[PATCH v2 12/18] mm, compaction: more reliably increase direct compaction priority

From: Vlastimil Babka
Date: Tue May 31 2016 - 09:10:00 EST


During reclaim/compaction loop, compaction priority can be increased by the
should_compact_retry() function, but the current code is not optimal. Priority
is only increased when compaction_failed() is true, which means that compaction
has scanned the whole zone. This may not happen even after multiple attempts
with the lower priority due to parallel activity, so we might needlessly
struggle on the lower priority.

We can remove these corner cases by increasing compaction priority regardless
of compaction_failed(). Examining further the compaction result can be
postponed only after reaching the highest priority. This is a simple solution
and we don't need to worry about reaching the highest priority "too soon" here,
because hen should_compact_retry() is called it means that the system is
already struggling and the allocation is supposed to either try as hard as
possible, or it cannot fail at all. There's not much point staying at lower
priorities with heuristics that may result in only partial compaction.

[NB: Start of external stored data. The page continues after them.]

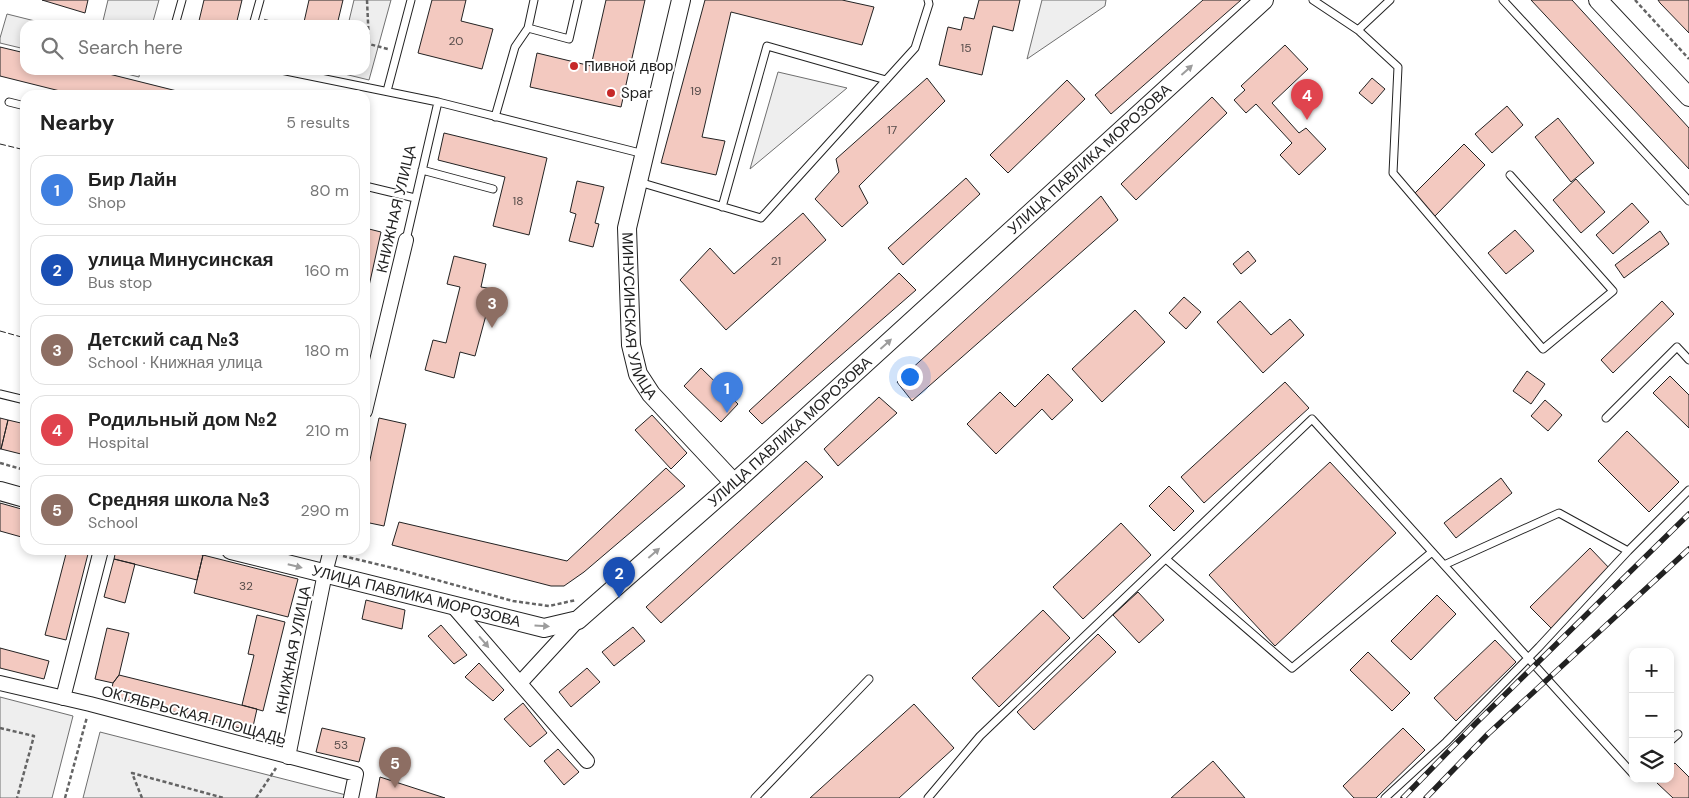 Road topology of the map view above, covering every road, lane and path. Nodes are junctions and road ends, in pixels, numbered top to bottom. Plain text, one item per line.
1 (182, 0) edge
2 (260, 0) edge
3 (367, 0) edge
4 (411, 0) edge
5 (534, 0) edge
6 (578, 0) edge
7 (681, 0) edge
8 (928, 0) edge
9 (1264, 0) edge
10 (1313, 0) edge
11 (1390, 0) edge
12 (1503, 0) edge
13 (1598, 0) edge
14 (1635, 0) edge
15 (177, 20) edge
16 (255, 20) edge
17 (367, 20) edge
18 (528, 28) junction
19 (1358, 30) junction
20 (370, 45) edge
21 (398, 51) junction
22 (1689, 59) edge
23 (306, 75) edge
24 (886, 80) junction
25 (387, 91) junction
26 (1689, 96) edge
27 (9, 102) dead end
28 (438, 102) junction
29 (20, 105) edge
30 (495, 117) junction
31 (645, 154) junction
32 (422, 170) junction
33 (1510, 176) dead end
34 (638, 182) junction
35 (370, 187) edge
36 (493, 189) dead end
37 (416, 198) junction
38 (1689, 201) edge
39 (722, 207) junction
40 (406, 240) joint
41 (1689, 360) edge
42 (370, 390) edge
43 (0, 394) edge
44 (20, 399) edge
45 (1606, 418) dead end
46 (0, 464) edge
47 (20, 469) edge
48 (734, 483) junction
49 (1689, 490) edge
50 (0, 491) edge
51 (20, 497) edge
52 (1628, 551) junction
53 (1432, 552) junction
54 (100, 555) edge
55 (251, 555) edge
56 (330, 555) edge
57 (346, 555) edge
58 (1166, 559) junction
59 (1444, 565) junction
60 (325, 573) junction
61 (452, 605) junction
62 (549, 606) dead end
63 (578, 620) junction
64 (1528, 658) junction
65 (869, 679) dead end
66 (0, 683) edge
67 (520, 683) junction
68 (63, 698) junction
69 (90, 704) junction
70 (0, 728) edge
71 (1678, 734) dead end
72 (1673, 738) edge
73 (286, 756) junction
74 (587, 761) dead end
75 (1629, 770) edge
76 (17, 798) edge
77 (65, 798) edge
78 (142, 798) edge
79 (224, 798) edge
80 (256, 798) edge
81 (351, 798) edge
82 (754, 798) edge
83 (928, 798) edge
84 (1385, 798) edge

1 - 15 lane
2 - 16 lane
3 - 17 path
4 - 21 lane
5 - 18 lane
6 - 18 lane
7 - 31 street, МИНУСИНСКАЯ УЛИЦА
8 - 24 lane
48 -> 9 street, УЛИЦА ПАВЛИКА МОРОЗОВА
10 - 19 lane
11 - 19 lane
12 - 38 lane
13 - 26 street
14 - 22 path
18 - 30 lane
19 - 33 lane
20 - 21 path
21 - 25 lane
23 - 25 lane
24 - 39 lane
24 - 39 lane
25 - 28 lane
27 - 29 lane
28 - 30 lane
28 - 32 lane, КНИЖНАЯ УЛИЦА
30 - 31 lane
31 - 34 street, МИНУСИНСКАЯ УЛИЦА
32 - 36 lane
32 - 37 lane, КНИЖНАЯ УЛИЦА
34 - 39 lane
34 - 48 street, МИНУСИНСКАЯ УЛИЦА
35 - 37 lane
37 - 40 lane, КНИЖНАЯ УЛИЦА
40 - 42 street, КНИЖНАЯ УЛИЦА
41 - 45 lane
43 - 44 lane
46 - 47 path
63 -> 48 street, УЛИЦА ПАВЛИКА МОРОЗОВА
49 - 52 lane
50 - 51 street
52 - 59 lane
52 - 64 lane
53 - 58 lane
53 - 58 lane
53 - 59 lane
54 - 68 street
55 -> 60 street, УЛИЦА ПАВЛИКА МОРОЗОВА
56 - 60 street, КНИЖНАЯ УЛИЦА
57 - 62 path
58 - 83 lane
59 - 64 lane
60 - 61 street, УЛИЦА ПАВЛИКА МОРОЗОВА
60 - 73 street, КНИЖНАЯ УЛИЦА
61 -> 63 street, УЛИЦА ПАВЛИКА МОРОЗОВА
61 -> 67 street
63 - 67 street
64 - 75 lane
64 - 84 lane
65 - 82 lane
66 - 68 street, ОКТЯБРЬСКАЯ ПЛОЩАДЬ
67 - 74 street
68 - 69 street, ОКТЯБРЬСКАЯ ПЛОЩАДЬ
69 - 73 street, ОКТЯБРЬСКАЯ ПЛОЩАДЬ
69 - 77 path
70 - 76 path
71 - 72 lane
73 - 80 path
73 - 81 street, ОКТЯБРЬСКАЯ ПЛОЩАДЬ
78 - 79 path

The only exception here is the COMPACT_SKIPPED result, which means that
compaction could not run at all due to being below order-0 watermarks. In that
case, don't increase compaction priority, and check if compaction could proceed
when everything reclaimable was reclaimed. Before this patch, this was tied to
compaction_withdrawn(), but the other results considered there are in fact only
possible due to low compaction priority so we can ignore them thanks to the
patch. Since there are no other callers of compaction_withdrawn(), remove it.

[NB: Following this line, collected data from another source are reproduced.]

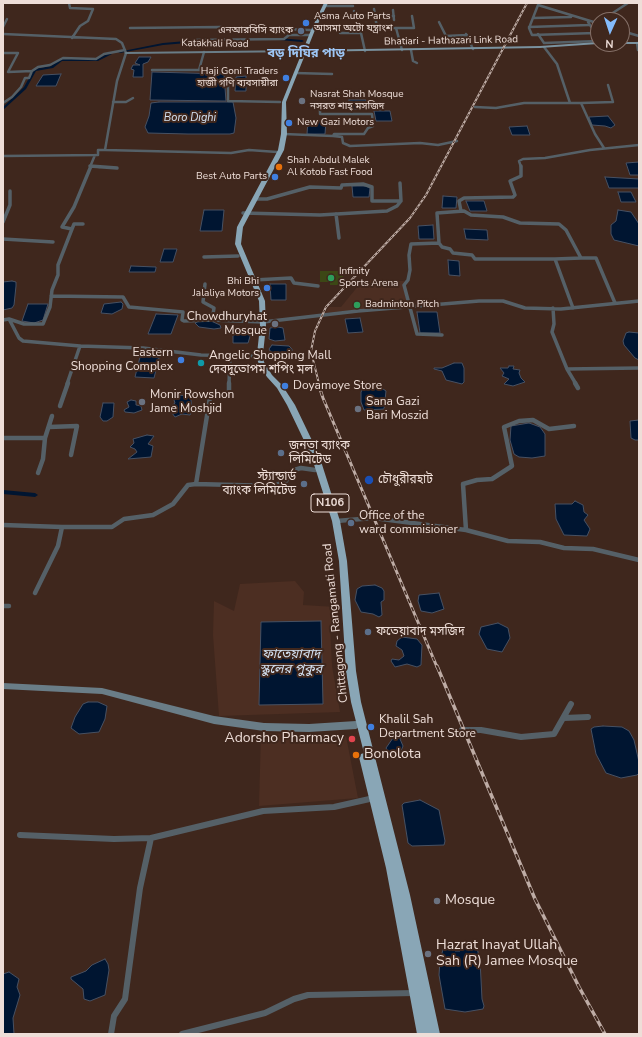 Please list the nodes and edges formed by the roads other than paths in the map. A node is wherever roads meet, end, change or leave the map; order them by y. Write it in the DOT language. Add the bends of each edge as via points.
graph roads {
  1 [pos="68,3"];
  2 [pos="628,3"];
  3 [pos="324,4"];
  4 [pos="352,6"];
  5 [pos="374,9"];
  6 [pos="393,10"];
  7 [pos="354,11"];
  8 [pos="614,12"];
  9 [pos="375,16"];
  10 [pos="394,16"];
  11 [pos="412,16"];
  12 [pos="576,16"];
  13 [pos="533,18"];
  14 [pos="7,19"];
  15 [pos="586,19"];
  16 [pos="394,20"];
  17 [pos="590,20"];
  18 [pos="439,22"];
  19 [pos="589,25"];
  20 [pos="529,26"];
  21 [pos="3,27"];
  22 [pos="130,28"];
  23 [pos="396,28"];
  24 [pos="309,33"];
  25 [pos="340,33"];
  26 [pos="590,33"];
  27 [pos="3,34"];
  28 [pos="538,34"];
  29 [pos="72,38"];
  30 [pos="193,40"];
  31 [pos="590,42"];
  32 [pos="590,43"];
  33 [pos="638,43"];
  34 [pos="544,47"];
  35 [pos="473,49"];
  36 [pos="402,50"];
  37 [pos="411,50"];
  38 [pos="638,50"];
  39 [pos="126,51"];
  40 [pos="302,51"];
  41 [pos="365,51"];
  42 [pos="204,52"];
  43 [pos="3,53"];
  44 [pos="416,63"];
  45 [pos="152,70"];
  46 [pos="199,70"];
  47 [pos="32,71"];
  48 [pos="295,73"];
  49 [pos="332,74"];
  50 [pos="608,85"];
  51 [pos="133,98"];
  52 [pos="113,102"];
  53 [pos="280,102"];
  54 [pos="3,103"];
  55 [pos="570,103"];
  56 [pos="581,103"];
  57 [pos="320,107"];
  58 [pos="475,107"];
  59 [pos="284,134"];
  60 [pos="333,136"];
  61 [pos="457,141"];
  62 [pos="639,145"];
  63 [pos="604,148"];
  64 [pos="105,150"];
  65 [pos="277,152"];
  66 [pos="95,155"];
  67 [pos="3,156"];
  68 [pos="90,166"];
  69 [pos="117,168"];
  70 [pos="400,183"];
  71 [pos="10,191"];
  72 [pos="257,199"];
  73 [pos="401,201"];
  74 [pos="461,211"];
  75 [pos="246,213"];
  76 [pos="336,214"];
  77 [pos="3,222"];
  78 [pos="84,224"];
  79 [pos="72,229"];
  80 [pos="236,236"];
  81 [pos="339,238"];
  82 [pos="3,239"];
  83 [pos="53,242"];
  84 [pos="439,243"];
  85 [pos="238,256"];
  86 [pos="204,257"];
  87 [pos="581,258"];
  88 [pos="554,259"];
  89 [pos="254,280"];
  90 [pos="205,284"];
  91 [pos="318,286"];
  92 [pos="51,296"];
  93 [pos="639,301"];
  94 [pos="615,303"];
  95 [pos="411,306"];
  96 [pos="553,308"];
  97 [pos="573,308"];
  98 [pos="8,319"];
  99 [pos="3,320"];
  100 [pos="212,320"];
  101 [pos="261,322"];
  102 [pos="442,335"];
  103 [pos="80,346"];
  104 [pos="230,355"];
  105 [pos="256,356"];
  106 [pos="639,368"];
  107 [pos="567,370"];
  108 [pos="578,388"];
  109 [pos="60,406"];
  110 [pos="52,416"];
  111 [pos="574,426"];
  112 [pos="49,427"];
  113 [pos="3,438"];
  114 [pos="46,438"];
  115 [pos="71,455"];
  116 [pos="316,470"];
  117 [pos="38,473"];
  118 [pos="196,484"];
  119 [pos="336,521"];
  120 [pos="3,525"];
  121 [pos="62,527"];
  122 [pos="466,530"];
  123 [pos="639,560"];
  124 [pos="35,593"];
  125 [pos="3,606"];
  126 [pos="9,606"];
  127 [pos="3,686"];
  128 [pos="571,704"];
  129 [pos="588,717"];
  130 [pos="564,718"];
  131 [pos="356,725"];
  132 [pos="462,730"];
  133 [pos="374,798"];
  134 [pos="20,835"];
  135 [pos="152,838"];
  136 [pos="415,993"];
  137 [pos="111,1034"];
  138 [pos="182,1034"];
  139 [pos="423,1034"];
  140 [pos="434,1034"];
  1 -- 29 [label="street" via="70,8 93,9 88,21 80,26"];
  2 -- 8 [label="street"];
  3 -- 4 [label="street"];
  3 -- 24 [label="highway"];
  5 -- 9 [label="street"];
  6 -- 10 [label="street"];
  7 -- 9 [label="street" via="354,16"];
  9 -- 10 [label="street"];
  9 -- 23 [label="street" via="378,28"];
  10 -- 16 [label="street"];
  11 -- 23 [label="street" via="414,28"];
  12 -- 13 [label="street"];
  12 -- 13 [label="street" via="538,5"];
  12 -- 15 [label="street"];
  13 -- 20 [label="street"];
  14 -- 21 [label="street"];
  15 -- 17 [label="street"];
  15 -- 19 [label="street"];
  18 -- 35 [label="street" via="446,36 466,34"];
  19 -- 20 [label="street"];
  20 -- 28 [label="street" via="532,35"];
  22 -- 24 [label="street" via="220,27"];
  23 -- 36 [label="street"];
  24 -- 30 [label="street" via="289,35 284,39"];
  24 -- 40 [label="highway"];
  25 -- 41 [label="street" via="361,33"];
  26 -- 28 [label="street"];
  27 -- 29 [label="street"];
  28 -- 31 [label="street" via="544,43"];
  29 -- 39 [label="street" via="116,39 122,43"];
  32 -- 34 [label="main road, Bhatiari - Hathazari Link Road"];
  33 -- 38 [label="street"];
  34 -- 35 [label="main road, Bhatiari - Hathazari Link Road"];
  34 -- 55 [label="street" via="557,64"];
  35 -- 37 [label="main road, Bhatiari - Hathazari Link Road"];
  36 -- 37 [label="main road, Bhatiari - Hathazari Link Road"];
  36 -- 41 [label="main road, Bhatiari - Hathazari Link Road"];
  37 -- 44 [label="street" via="413,61"];
  39 -- 42 [label="street, Katakhali Road"];
  39 -- 47 [label="street" via="104,54 96,59 63,58"];
  39 -- 52 [label="street"];
  40 -- 41 [label="main road, Bhatiari - Hathazari Link Road"];
  40 -- 42 [label="street, Katakhali Road"];
  40 -- 48 [label="highway"];
  40 -- 53 [label="highway"];
  42 -- 46 [label="street"];
  43 -- 47 [label="street" via="18,53 8,72"];
  45 -- 46 [label="street"];
  46 -- 53 [label="street" via="228,72 228,101"];
  47 -- 54 [label="street" via="29,78 24,78 21,87 12,97"];
  48 -- 49 [label="street"];
  48 -- 59 [label="highway" via="284,102"];
  50 -- 56 [label="street" via="613,102"];
  51 -- 52 [label="street" via="126,102"];
  52 -- 64 [label="street"];
  53 -- 65 [label="highway"];
  55 -- 56 [label="street"];
  55 -- 58 [label="street"];
  56 -- 63 [label="street"];
  57 -- 60 [label="street" via="320,114 372,114 373,126 364,134"];
  59 -- 60 [label="street"];
  59 -- 72 [label="highway" via="278,157"];
  60 -- 61 [label="street" via="342,137 344,143 350,146 420,143 438,145"];
  62 -- 63 [label="street"];
  63 -- 74 [label="street" via="523,159 520,161 521,176 510,181 513,197 464,198 459,201"];
  64 -- 65 [label="street"];
  64 -- 66 [label="street" via="98,150 98,155"];
  65 -- 75 [label="highway"];
  66 -- 67 [label="street"];
  66 -- 68 [label="street"];
  68 -- 69 [label="street"];
  68 -- 79 [label="street" via="74,208 62,227"];
  70 -- 73 [label="street"];
  71 -- 77 [label="street" via="10,205"];
  72 -- 73 [label="street" via="267,199 310,187 341,188 342,185 363,184 372,186 372,201"];
  72 -- 75 [label="highway"];
  73 -- 76 [label="street" via="387,211"];
  74 -- 84 [label="street" via="437,213"];
  74 -- 87 [label="street" via="471,215 503,217 520,223 559,224 566,230"];
  75 -- 76 [label="street"];
  75 -- 80 [label="highway"];
  76 -- 81 [label="street"];
  78 -- 79 [label="street" via="74,224"];
  79 -- 92 [label="street" via="58,265 58,275"];
  80 -- 85 [label="highway, Chittagong - Rangamati Road / N106"];
  80 -- 89 [label="highway, Chittagong - Rangamati Road / N106"];
  82 -- 83 [label="street"];
  84 -- 88 [label="street" via="453,253 472,255 475,259"];
  84 -- 95 [label="street" via="411,244 410,270 404,285"];
  85 -- 86 [label="street"];
  85 -- 101 [label="highway, Chittagong - Rangamati Road / N106" via="258,300"];
  87 -- 88 [label="street"];
  87 -- 94 [label="street" via="596,258"];
  88 -- 97 [label="street"];
  89 -- 91 [label="street" via="291,278 294,283"];
  89 -- 101 [label="highway, Chittagong - Rangamati Road / N106" via="262,301"];
  90 -- 100 [label="street" via="203,302 214,308"];
  92 -- 98 [label="street" via="50,307 43,324 24,324"];
  92 -- 100 [label="street" via="123,297 129,307 183,312 184,321"];
  93 -- 94 [label="street"];
  94 -- 97 [label="street"];
  95 -- 96 [label="street" via="499,300 525,308"];
  95 -- 101 [label="street"];
  95 -- 102 [label="street" via="418,334"];
  96 -- 97 [label="street"];
  96 -- 107 [label="street" via="552,332"];
  98 -- 99 [label="street"];
  98 -- 103 [label="street" via="23,341"];
  100 -- 101 [label="street"];
  101 -- 105 [label="highway, Chittagong - Rangamati Road / N106"];
  101 -- 119 [label="highway, Chittagong - Rangamati Road / N106" via="260,354 263,366 291,405 315,455"];
  103 -- 104 [label="street"];
  103 -- 109 [label="street"];
  104 -- 105 [label="street"];
  104 -- 118 [label="street" via="229,396 210,397"];
  105 -- 116 [label="highway, Chittagong - Rangamati Road / N106" via="260,368 278,392 295,422"];
  106 -- 107 [label="street"];
  107 -- 108 [label="street"];
  110 -- 112 [label="street"];
  111 -- 122 [label="street" via="549,429 533,420 519,421 504,427 512,466 492,479 464,484"];
  112 -- 114 [label="street"];
  112 -- 115 [label="street" via="77,426"];
  113 -- 114 [label="street"];
  114 -- 117 [label="street" via="44,459"];
  116 -- 118 [label="street" via="294,470 286,481 272,486"];
  116 -- 131 [label="highway, Chittagong - Rangamati Road / N106" via="336,545 348,673"];
  118 -- 121 [label="street" via="188,485 173,504 153,515 124,519 112,527"];
  119 -- 122 [label="street" via="374,518"];
  119 -- 140 [label="highway, Chittagong - Rangamati Road / N106" via="343,561 351,671 356,702 405,895"];
  120 -- 121 [label="street"];
  121 -- 124 [label="street" via="58,546"];
  122 -- 123 [label="street" via="508,541 540,542 564,548 593,549"];
  125 -- 126 [label="street"];
  127 -- 131 [label="street" via="102,691 214,720 264,727"];
  128 -- 130 [label="street"];
  129 -- 130 [label="street"];
  130 -- 132 [label="street" via="554,734 539,736 522,737 481,730"];
  131 -- 133 [label="highway, Chittagong - Rangamati Road / N106"];
  133 -- 135 [label="street" via="334,807 263,811"];
  133 -- 136 [label="highway, Chittagong - Rangamati Road / N106" via="391,868"];
  134 -- 135 [label="street"];
  135 -- 137 [label="street" via="140,888 124,999 114,1016"];
  136 -- 138 [label="street" via="308,995 265,1013"];
  136 -- 139 [label="highway, Chittagong - Rangamati Road / N106"];
}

Signed-off-by: Vlastimil Babka <vbabka@xxxxxxx>
---
include/linux/compaction.h | 46 ----------------------------------------------
mm/page_alloc.c | 37 ++++++++++++++++++++++---------------
2 files changed, 22 insertions(+), 61 deletions(-)

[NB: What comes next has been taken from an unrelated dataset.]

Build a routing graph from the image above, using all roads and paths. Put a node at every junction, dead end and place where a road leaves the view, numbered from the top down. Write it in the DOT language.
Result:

diff --git a/include/linux/compaction.h b/include/linux/compaction.h
index 29dc7c05bd3b..4bef69a83f8f 100644
--- a/include/linux/compaction.h
+++ b/include/linux/compaction.h
@@ -105,47 +105,6 @@ static inline bool compaction_failed(enum compact_result result)
return false;
}

-/*
- * Compaction has backed off for some reason. It might be throttling or
- * lock contention. Retrying is still worthwhile.
- */
-static inline bool compaction_withdrawn(enum compact_result result)
-{
- /*
- * Compaction backed off due to watermark checks for order-0
- * so the regular reclaim has to try harder and reclaim something.
- */
- if (result == COMPACT_SKIPPED)
- return true;
-
- /*
- * If compaction is deferred for high-order allocations, it is
- * because sync compaction recently failed. If this is the case
- * and the caller requested a THP allocation, we do not want
- * to heavily disrupt the system, so we fail the allocation
- * instead of entering direct reclaim.
- */
- if (result == COMPACT_DEFERRED)
- return true;
-
- /*
- * If compaction in async mode encounters contention or blocks higher
- * priority task we back off early rather than cause stalls.
- */
- if (result == COMPACT_CONTENDED)
- return true;
-
- /*
- * Page scanners have met but we haven't scanned full zones so this
- * is a back off in fact.
- */
- if (result == COMPACT_PARTIAL_SKIPPED)
- return true;
-
- return false;
-}
-
-
bool compaction_zonelist_suitable(struct alloc_context *ac, int order,
int alloc_flags);

@@ -183,11 +142,6 @@ static inline bool compaction_failed(enum compact_result result)
return false;
}

-static inline bool compaction_withdrawn(enum compact_result result)
-{
- return true;
-}
-
static inline int kcompactd_run(int nid)
{
return 0;
diff --git a/mm/page_alloc.c b/mm/page_alloc.c
index 27923af8e534..dee486936ccf 100644
--- a/mm/page_alloc.c
+++ b/mm/page_alloc.c
@@ -3235,28 +3235,35 @@ should_compact_retry(struct alloc_context *ac, int order, int alloc_flags,
return false;

/*
- * compaction considers all the zone as desperately out of memory
- * so it doesn't really make much sense to retry except when the
- * failure could be caused by insufficient priority
+ * Compaction backed off due to watermark checks for order-0
+ * so the regular reclaim has to try harder and reclaim something
+ * Retry only if it looks like reclaim might have a chance.
*/
- if (compaction_failed(compact_result)) {
- if (*compact_priority > MIN_COMPACT_PRIORITY) {
- (*compact_priority)--;
- return true;
- }
- return false;
+ if (compact_result == COMPACT_SKIPPED)
+ return compaction_zonelist_suitable(ac, order, alloc_flags);
+
+ /*
+ * Compaction could have withdrawn early or skip some zones or
+ * pageblocks. We were asked to retry, which means the allocation
+ * should try really hard, so increase the priority if possible.
+ */
+ if (*compact_priority > MIN_COMPACT_PRIORITY) {
+ (*compact_priority)--;
+ return true;
}

/*
- * make sure the compaction wasn't deferred or didn't bail out early
- * due to locks contention before we declare that we should give up.
- * But do not retry if the given zonelist is not suitable for
- * compaction.
+ * Compaction considers all the zones as unfixably fragmented and we
+ * are on the highest priority, which means it can't be due to
+ * heuristics and it doesn't really make much sense to retry.
*/
- if (compaction_withdrawn(compact_result))
- return compaction_zonelist_suitable(ac, order, alloc_flags);
+ if (compaction_failed(compact_result))
+ return false;

/*
+ * The remaining possibility is that compaction made progress and
+ * created a high-order page, but it was allocated by somebody else.
+ * To prevent thrashing, limit the number of retries in such case.
* !costly requests are much more important than __GFP_REPEAT
* costly ones because they are de facto nofail and invoke OOM
* killer to move on while costly can fail and users are ready
--
2.8.3